Watched the Steven Soderbergh film Unsane last night. I thought it deserved better than the IMDb rating of 6.4. Pretty good psychological thriller with a rave review in Rolling Stone, rather remarkable that it was filmed in just 10 days. Proof that you can make an excellent film in a short time on a low budget if you have the right talent, and a screenplay that only requires modest production values. Soderbergh as director and Emmy-winner Claire Foy in the lead role was definitely the right talent.
I feel that one. In fact, my son and I have been planning a trip to Europe next year, and we both love that movie so much that it was just assumed we would stay a couple of days in Bruges to seek out all the nooks and crannies. Apparently the tourist bureau there will provide a map of all the locations.
Saw The Menu, our first trip to the in-person movies in years.
We all liked it a lot. But it was weird.
Mine, as well. Scott, Sim, Muppets and Mr Magoo are the best Christmas Carols out there.
My holiday viewing last night was Meet Me In St Louis. Not technically a Christmas movie but it’s the source of “Have Yourself a Merry Little Christmas” so it’s always available this time of year.
The character of Tootie is genuinely hilarious; and that little girl is more twisted than Wednesday Addams.
A cult of people who go to the gym and work on strengthening their core? Horrifying.
The one with Edna Mae Oliver and James Gleason? Love it.
Saw Avatar 2 and Titanic recently, I put my thoughts in their respective threads. Just watched 21 with James Sturgess and Kevin Spacey in a role which he excelled in: a very competent, but sleazy, professional.
I love movies about people doing their jobs well- Michael Clayton, Apollo 13, Steve Jobs (the good one), All the President’s Men, Margin Call, Wall Street, etc, etc, etc.
And Kevin Spacey was so, so, so good in those roles. Dammit.
That genre actually has a name: competence porn.
That Mars movie with Matt Damon(the one where he gets stranded there) was exactly this.

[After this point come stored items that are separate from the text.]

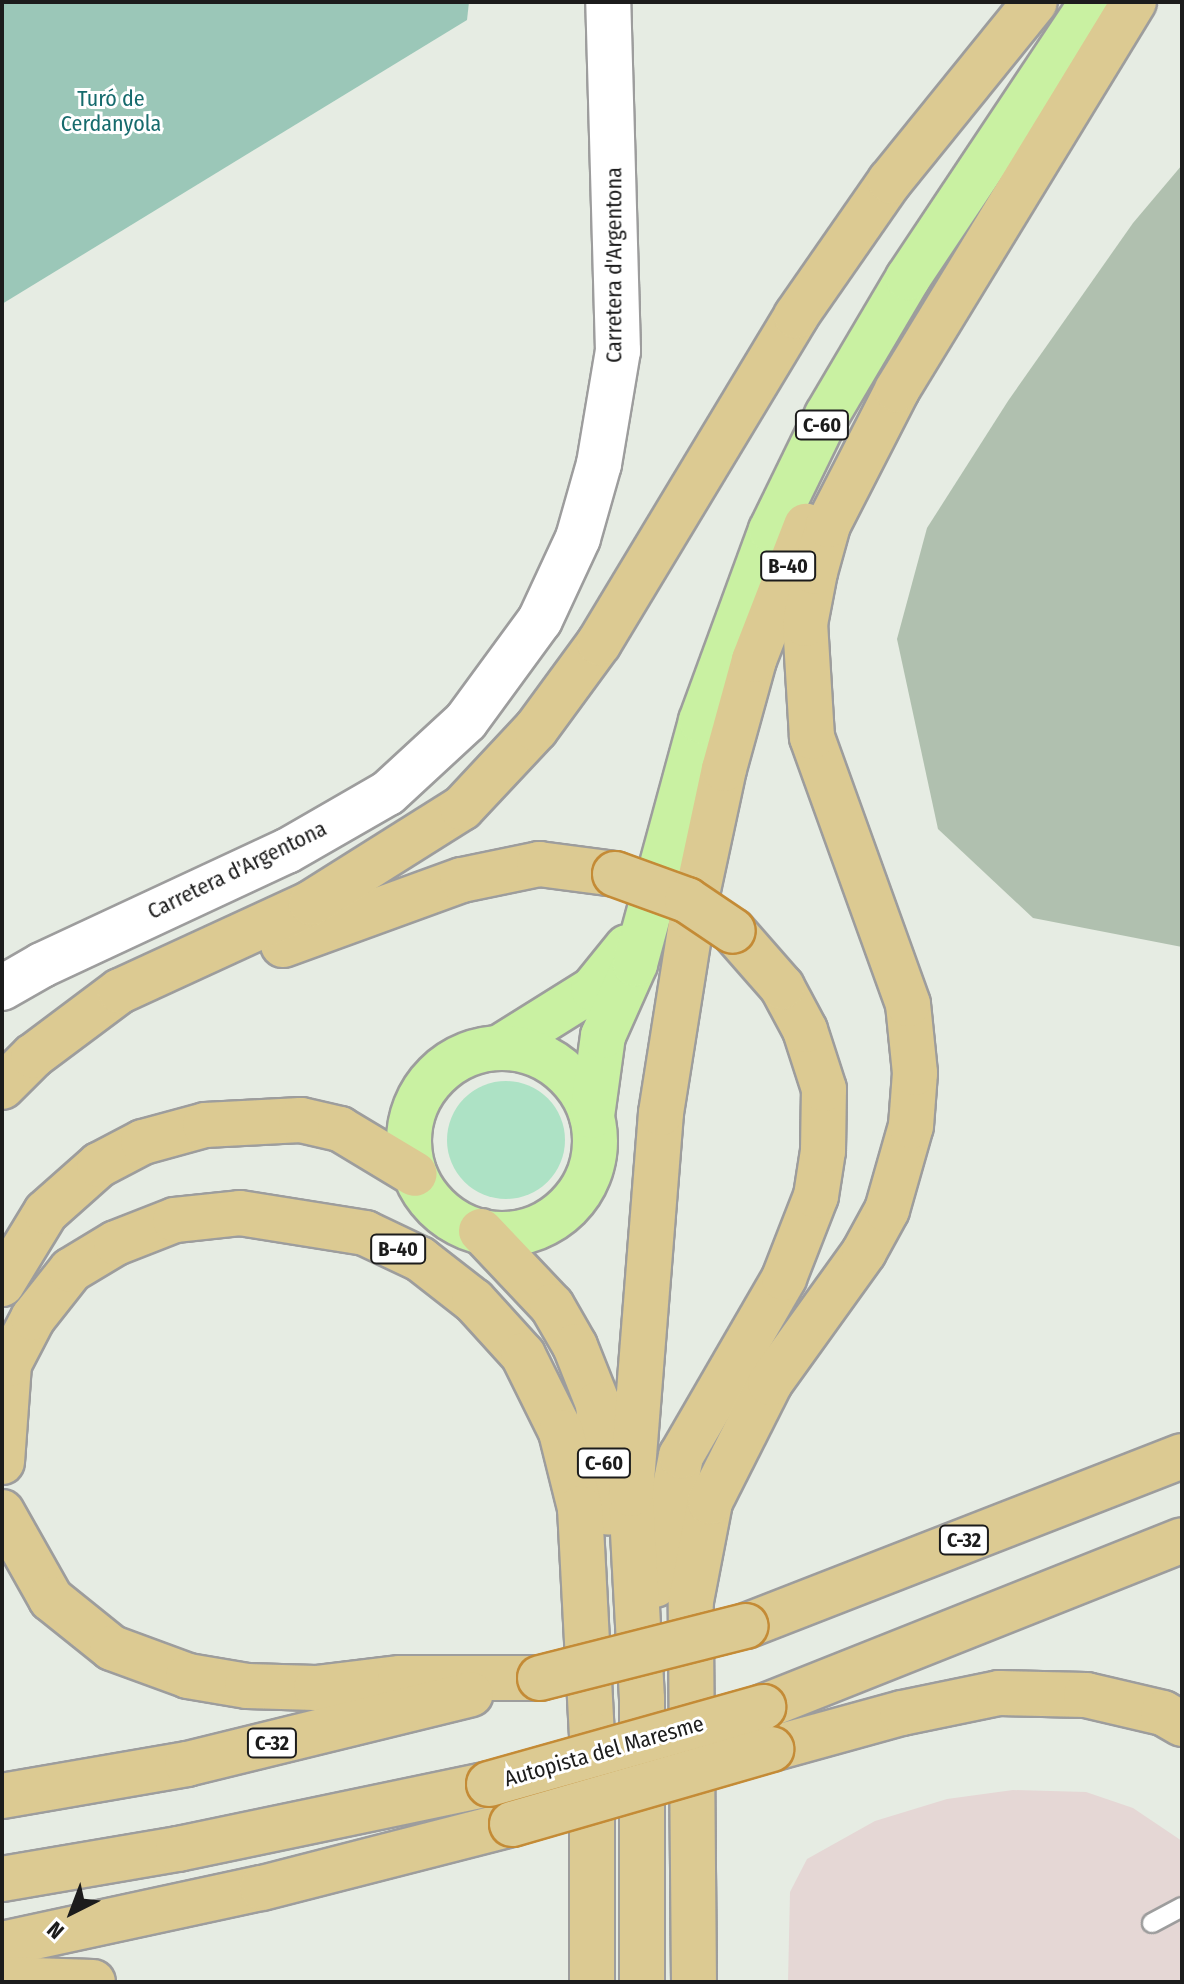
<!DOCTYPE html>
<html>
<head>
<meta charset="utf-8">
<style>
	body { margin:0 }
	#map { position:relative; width:1184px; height:1984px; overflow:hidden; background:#e6ece3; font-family:"Fira Sans Condensed",sans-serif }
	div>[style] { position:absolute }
	.industrial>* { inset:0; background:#e5d7d5 }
	.construction>* { inset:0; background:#b0c0af }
	.grass>* { inset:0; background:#ade2c5 }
	.round { border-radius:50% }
	.forest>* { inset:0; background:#9bc7b8 }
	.roads { filter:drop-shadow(2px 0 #9d9d9d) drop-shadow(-2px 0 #9d9d9d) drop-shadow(0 2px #9d9d9d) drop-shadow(0 -2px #9d9d9d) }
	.service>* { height:18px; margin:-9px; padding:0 9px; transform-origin:9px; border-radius:9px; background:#fff }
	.tertiary>* { height:44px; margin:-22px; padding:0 22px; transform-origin:22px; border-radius:22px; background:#fff }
	.primary>* { height:44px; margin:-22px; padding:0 22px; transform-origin:22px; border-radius:22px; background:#c9f1a2 }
	.primary>.ring { margin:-22px; padding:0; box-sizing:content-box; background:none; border:44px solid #c9f1a2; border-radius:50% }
	.motorway>* { height:44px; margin:-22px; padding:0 22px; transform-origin:22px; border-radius:22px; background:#dcca92 }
	.bridges { filter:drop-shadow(2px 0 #c48b36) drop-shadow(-2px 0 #c48b36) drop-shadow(0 2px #c48b36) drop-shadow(0 -2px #c48b36) }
	.motorway-bridge>* { height:44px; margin:-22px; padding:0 22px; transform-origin:22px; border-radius:22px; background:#dcca92 }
	span { translate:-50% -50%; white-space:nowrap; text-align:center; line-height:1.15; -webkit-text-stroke:6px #fff; paint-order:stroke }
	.shield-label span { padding:2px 6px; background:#fff; border:2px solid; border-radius:6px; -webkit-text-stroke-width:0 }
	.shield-label { font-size:20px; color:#1c1c1c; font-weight:700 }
	.park-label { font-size:22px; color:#166b6d }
	.street-label { font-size:22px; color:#1c1c1c }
	.frame { position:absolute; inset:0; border:4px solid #1c1c1c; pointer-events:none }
	.north { position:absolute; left:32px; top:1872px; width:80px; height:80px; -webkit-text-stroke:6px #fff; paint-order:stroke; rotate:222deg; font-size:22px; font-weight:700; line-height:32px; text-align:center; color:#1c1c1c }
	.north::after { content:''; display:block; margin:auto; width:28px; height:36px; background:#1c1c1c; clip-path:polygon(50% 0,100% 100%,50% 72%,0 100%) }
</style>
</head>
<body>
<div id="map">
	<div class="industrial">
		<i style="clip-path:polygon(1013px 1790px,1086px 1792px,1133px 1808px,1182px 1841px,1182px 1982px,788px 1982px,790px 1892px,807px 1859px,875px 1821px,947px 1799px)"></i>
	</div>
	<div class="construction">
		<i style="clip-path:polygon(1182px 165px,1182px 947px,1033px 918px,938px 829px,897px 639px,927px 528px,1008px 401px,1133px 223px)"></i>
	</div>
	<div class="grass">
		<i class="round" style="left:447px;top:1081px;width:118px;height:118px"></i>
	</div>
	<div class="forest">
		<i style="clip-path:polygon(2px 2px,469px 2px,467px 20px,2px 304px)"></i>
	</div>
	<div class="roads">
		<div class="service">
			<i style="left:1152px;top:1923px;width:34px;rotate:-28deg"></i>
		</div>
		<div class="tertiary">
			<i style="left:2px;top:988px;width:46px;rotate:-29.9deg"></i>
			<i style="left:42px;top:965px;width:270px;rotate:-25deg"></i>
			<i style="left:287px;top:851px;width:116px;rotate:-29.9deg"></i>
			<i style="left:388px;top:793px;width:106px;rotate:-42.7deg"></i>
			<i style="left:466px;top:721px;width:125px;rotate:-53.8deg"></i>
			<i style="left:540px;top:620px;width:90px;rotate:-65.1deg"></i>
			<i style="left:578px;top:538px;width:77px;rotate:-74.2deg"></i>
			<i style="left:599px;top:464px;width:115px;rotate:-80.5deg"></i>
			<i style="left:618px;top:351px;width:349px;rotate:-91.6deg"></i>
		</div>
		<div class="primary">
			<i style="left:499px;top:1048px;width:111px;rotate:-32.1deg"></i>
			<i style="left:593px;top:989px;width:54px;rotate:-51deg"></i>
			<i class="ring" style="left:409px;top:1048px;width:142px;height:142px"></i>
			<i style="left:592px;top:1116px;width:81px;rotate:-82.2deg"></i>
			<i style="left:603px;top:1036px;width:79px;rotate:-66deg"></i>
			<i style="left:635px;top:964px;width:252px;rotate:-74.8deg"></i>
			<i style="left:701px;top:721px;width:203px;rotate:-69.9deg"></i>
			<i style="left:771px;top:530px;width:128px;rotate:-64deg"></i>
			<i style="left:827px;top:415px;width:159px;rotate:-59.4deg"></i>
			<i style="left:908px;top:278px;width:332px;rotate:-56.3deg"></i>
		</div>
		<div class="motorway">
			<i style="left:283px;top:945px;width:190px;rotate:-20deg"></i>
			<i style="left:462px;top:880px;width:79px;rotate:-11.7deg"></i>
			<i style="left:539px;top:864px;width:77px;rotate:7.5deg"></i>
			<i style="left:2px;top:1087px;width:44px;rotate:-45deg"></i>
			<i style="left:33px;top:1056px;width:109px;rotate:-36.8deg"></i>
			<i style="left:120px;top:991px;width:210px;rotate:-24.7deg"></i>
			<i style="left:311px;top:903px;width:178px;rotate:-32.2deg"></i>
			<i style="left:462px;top:808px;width:108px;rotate:-46.9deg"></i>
			<i style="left:536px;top:729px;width:107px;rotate:-53.8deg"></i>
			<i style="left:599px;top:643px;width:382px;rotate:-58.9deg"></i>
			<i style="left:796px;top:316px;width:165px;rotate:-55.2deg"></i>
			<i style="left:890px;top:181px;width:230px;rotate:-51deg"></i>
			<i style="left:481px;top:1231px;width:103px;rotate:46.6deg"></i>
			<i style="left:552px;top:1306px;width:46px;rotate:60.1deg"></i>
			<i style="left:575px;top:1346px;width:62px;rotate:68.4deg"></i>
			<i style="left:598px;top:1404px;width:109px;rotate:84.8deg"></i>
			<i style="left:2px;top:1284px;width:84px;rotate:-58.6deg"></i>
			<i style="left:46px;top:1212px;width:71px;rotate:-41.6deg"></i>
			<i style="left:99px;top:1165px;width:50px;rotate:-27.6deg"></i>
			<i style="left:143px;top:1142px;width:64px;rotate:-15.3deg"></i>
			<i style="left:205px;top:1125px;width:96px;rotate:-3deg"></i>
			<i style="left:301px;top:1120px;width:40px;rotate:13deg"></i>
			<i style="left:340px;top:1129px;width:87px;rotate:31deg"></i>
			<i style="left:2px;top:1462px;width:98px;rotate:-85.9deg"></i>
			<i style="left:9px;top:1364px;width:52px;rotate:-62.4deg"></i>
			<i style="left:33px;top:1318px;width:61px;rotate:-51.6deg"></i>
			<i style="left:71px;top:1270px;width:52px;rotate:-31deg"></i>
			<i style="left:116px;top:1243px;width:63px;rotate:-21.3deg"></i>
			<i style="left:175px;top:1220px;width:65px;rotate:-6.1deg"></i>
			<i style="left:240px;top:1213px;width:127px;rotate:9.1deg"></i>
			<i style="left:365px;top:1233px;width:61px;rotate:25.3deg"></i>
			<i style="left:420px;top:1259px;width:68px;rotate:37.9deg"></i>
			<i style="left:474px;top:1301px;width:73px;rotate:47.8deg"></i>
			<i style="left:523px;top:1355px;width:86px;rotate:63.7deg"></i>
			<i style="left:561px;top:1432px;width:78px;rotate:76deg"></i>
			<i style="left:580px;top:1508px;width:226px;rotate:87deg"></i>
			<i style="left:592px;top:1734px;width:248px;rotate:90deg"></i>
			<i style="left:2px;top:1512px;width:100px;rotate:60.6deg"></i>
			<i style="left:51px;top:1599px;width:78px;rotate:38.8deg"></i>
			<i style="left:112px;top:1648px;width:81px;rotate:20.2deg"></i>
			<i style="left:188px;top:1676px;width:60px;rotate:9.6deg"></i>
			<i style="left:247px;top:1686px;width:69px;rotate:1.7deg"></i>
			<i style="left:316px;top:1688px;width:85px;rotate:-6.8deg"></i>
			<i style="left:400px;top:1678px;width:140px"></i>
			<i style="left:655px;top:1585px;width:132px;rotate:-78.6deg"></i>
			<i style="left:681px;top:1456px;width:206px;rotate:-59.9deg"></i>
			<i style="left:784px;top:1278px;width:88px;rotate:-68.7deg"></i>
			<i style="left:816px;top:1196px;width:46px;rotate:-81.2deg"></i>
			<i style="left:823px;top:1151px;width:62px;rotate:-89.1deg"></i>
			<i style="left:824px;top:1089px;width:62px;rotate:-107.9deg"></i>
			<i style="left:805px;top:1030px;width:49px;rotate:-118.1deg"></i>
			<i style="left:782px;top:987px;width:74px;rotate:-131.2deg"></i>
			<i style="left:746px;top:1626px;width:468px;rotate:-21.3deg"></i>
			<i style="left:763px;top:1707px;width:451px;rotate:-21.7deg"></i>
			<i style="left:771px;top:1749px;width:136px;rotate:-15.4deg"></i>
			<i style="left:902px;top:1713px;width:99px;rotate:-11.7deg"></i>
			<i style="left:999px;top:1693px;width:87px;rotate:1.3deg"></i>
			<i style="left:1086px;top:1695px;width:79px;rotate:13.2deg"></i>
			<i style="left:1163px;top:1713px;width:22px;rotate:30deg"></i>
			<i style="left:2px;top:1796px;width:188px;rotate:-9.8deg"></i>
			<i style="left:187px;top:1764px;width:292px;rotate:-13.8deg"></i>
			<i style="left:2px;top:1879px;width:179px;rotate:-9.7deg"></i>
			<i style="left:178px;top:1849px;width:318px;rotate:-11.8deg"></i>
			<i style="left:2px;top:1944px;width:266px;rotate:-12.2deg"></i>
			<i style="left:262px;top:1888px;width:258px;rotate:-14.4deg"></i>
			<i style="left:2px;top:1979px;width:91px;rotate:1.9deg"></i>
			<i style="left:642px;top:1982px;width:283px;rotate:-90deg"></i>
			<i style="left:642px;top:1699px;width:205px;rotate:-93.1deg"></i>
			<i style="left:631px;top:1494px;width:382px;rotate:-85.5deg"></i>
			<i style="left:661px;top:1113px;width:197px;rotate:-81deg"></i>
			<i style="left:692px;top:918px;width:152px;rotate:-77.9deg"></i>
			<i style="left:724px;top:769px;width:113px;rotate:-74.6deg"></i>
			<i style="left:754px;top:660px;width:144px;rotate:-68.8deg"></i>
			<i style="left:694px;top:1982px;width:381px;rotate:-90.5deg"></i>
			<i style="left:691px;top:1601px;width:101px;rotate:-79.1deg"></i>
			<i style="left:710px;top:1502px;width:133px;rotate:-63.2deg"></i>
			<i style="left:770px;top:1383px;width:161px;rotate:-54.3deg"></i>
			<i style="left:864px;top:1252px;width:48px;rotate:-61.3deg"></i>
			<i style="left:887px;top:1210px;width:87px;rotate:-74.1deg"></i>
			<i style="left:911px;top:1126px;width:53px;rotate:-85.7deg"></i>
			<i style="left:915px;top:1073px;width:69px;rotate:-95.8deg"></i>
			<i style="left:908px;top:1004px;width:284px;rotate:-109.8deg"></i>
			<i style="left:812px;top:737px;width:113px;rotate:-93.5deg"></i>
			<i style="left:805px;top:624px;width:53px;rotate:-79.1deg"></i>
			<i style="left:815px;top:572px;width:49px;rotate:-74.5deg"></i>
			<i style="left:828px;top:525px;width:152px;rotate:-62.9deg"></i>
			<i style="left:897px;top:390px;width:455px;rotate:-58.6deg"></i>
		</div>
	</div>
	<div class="bridges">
		<div class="motorway-bridge">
			<i style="left:615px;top:874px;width:77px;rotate:19.9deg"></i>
			<i style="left:687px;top:900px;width:55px;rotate:34deg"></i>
			<i style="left:540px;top:1678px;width:212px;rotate:-14.2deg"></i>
			<i style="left:489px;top:1784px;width:285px;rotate:-15.7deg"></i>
			<i style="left:512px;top:1824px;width:270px;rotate:-16.1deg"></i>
		</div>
	</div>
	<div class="shield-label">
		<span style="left:822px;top:425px">C-60</span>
		<span style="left:788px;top:566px">B-40</span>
		<span style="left:398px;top:1249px">B-40</span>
		<span style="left:604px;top:1463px">C-60</span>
		<span style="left:964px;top:1540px">C-32</span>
		<span style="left:272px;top:1743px">C-32</span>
	</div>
	<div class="park-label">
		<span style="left:111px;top:111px">Turó de<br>Cerdanyola</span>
	</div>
	<div class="street-label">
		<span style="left:614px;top:265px;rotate:-90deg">Carretera d'Argentona</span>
		<span style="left:237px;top:870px;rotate:-26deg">Carretera d'Argentona</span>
		<span style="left:604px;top:1751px;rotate:-16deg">Autopista del Maresme</span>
	</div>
	<div class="frame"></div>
	<div class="north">N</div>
</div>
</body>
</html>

It was thrilling to watch Matt Damon survive, thrilling to watch the science nerds save the day.
That was The Martian. Love it: https://www.youtube.com/watch?v=ej3ioOneTy8
Yes! It’s hands-down my favorite adaptation of the Dickens classic. Just terrific all around. I especially love the scene at the end where he pretends to be angry at Bob Cratchit and then tells his long-suffering clerk that he’s actually giving him a big raise.
It’s almost as good as the Muppet one.
Oh, yes, it’s that William Powell movie. I was thinking of The Penguin Pool Murder.
Just watched Ford vs. Ferrari. I’m ashamed to say I never heard of Ken Miles and really glad I watched this. Three-ish hours that flew by…like a race car?
I saw Ford v Ferrari in the theaters and one very minor bit that struck me was at the beginning when Ford was discussing why it would be a good idea to produce that car. Someone pointed out that there were all these young kids who would want to drive (this was in 1963, so the first baby boomers were turning eighteen) a sports car, so there’s a large market (who could afford a car selling for, I think, $2,000). I was thinking that today, there’s no new car that the typical young person could afford.
I’d watch it just for Marley’s ghost’s scenes.
Watched The Legend of Molly Johnson on Hulu. It was fine until they injected modern day women’s rights activists into an 1800s setting. It wasn’t the material, but rather the way it was presented that was jarring.
I’m sure it will be like a fairytale. Just try to avoid the big dual carriageway when you get off the train.
So there is. And it’s just as good! I love how likeable all the characters are, and how confident the animation is. It’s so well done.
I was also impressed that they got to have U2 songs on the soundtrack, and then it turns out there’s a good reason for that.
Oh, did Bono write the music or something? I have vague memories of hearing that I think.
A movie I want to see soon (which will retroactively become a movie I’ve seen recently) is Down starring Naomi Watts (!). It’s a remake of a 1983 Dutch-language film *De Lift about a killer elevator and which was certainly…something.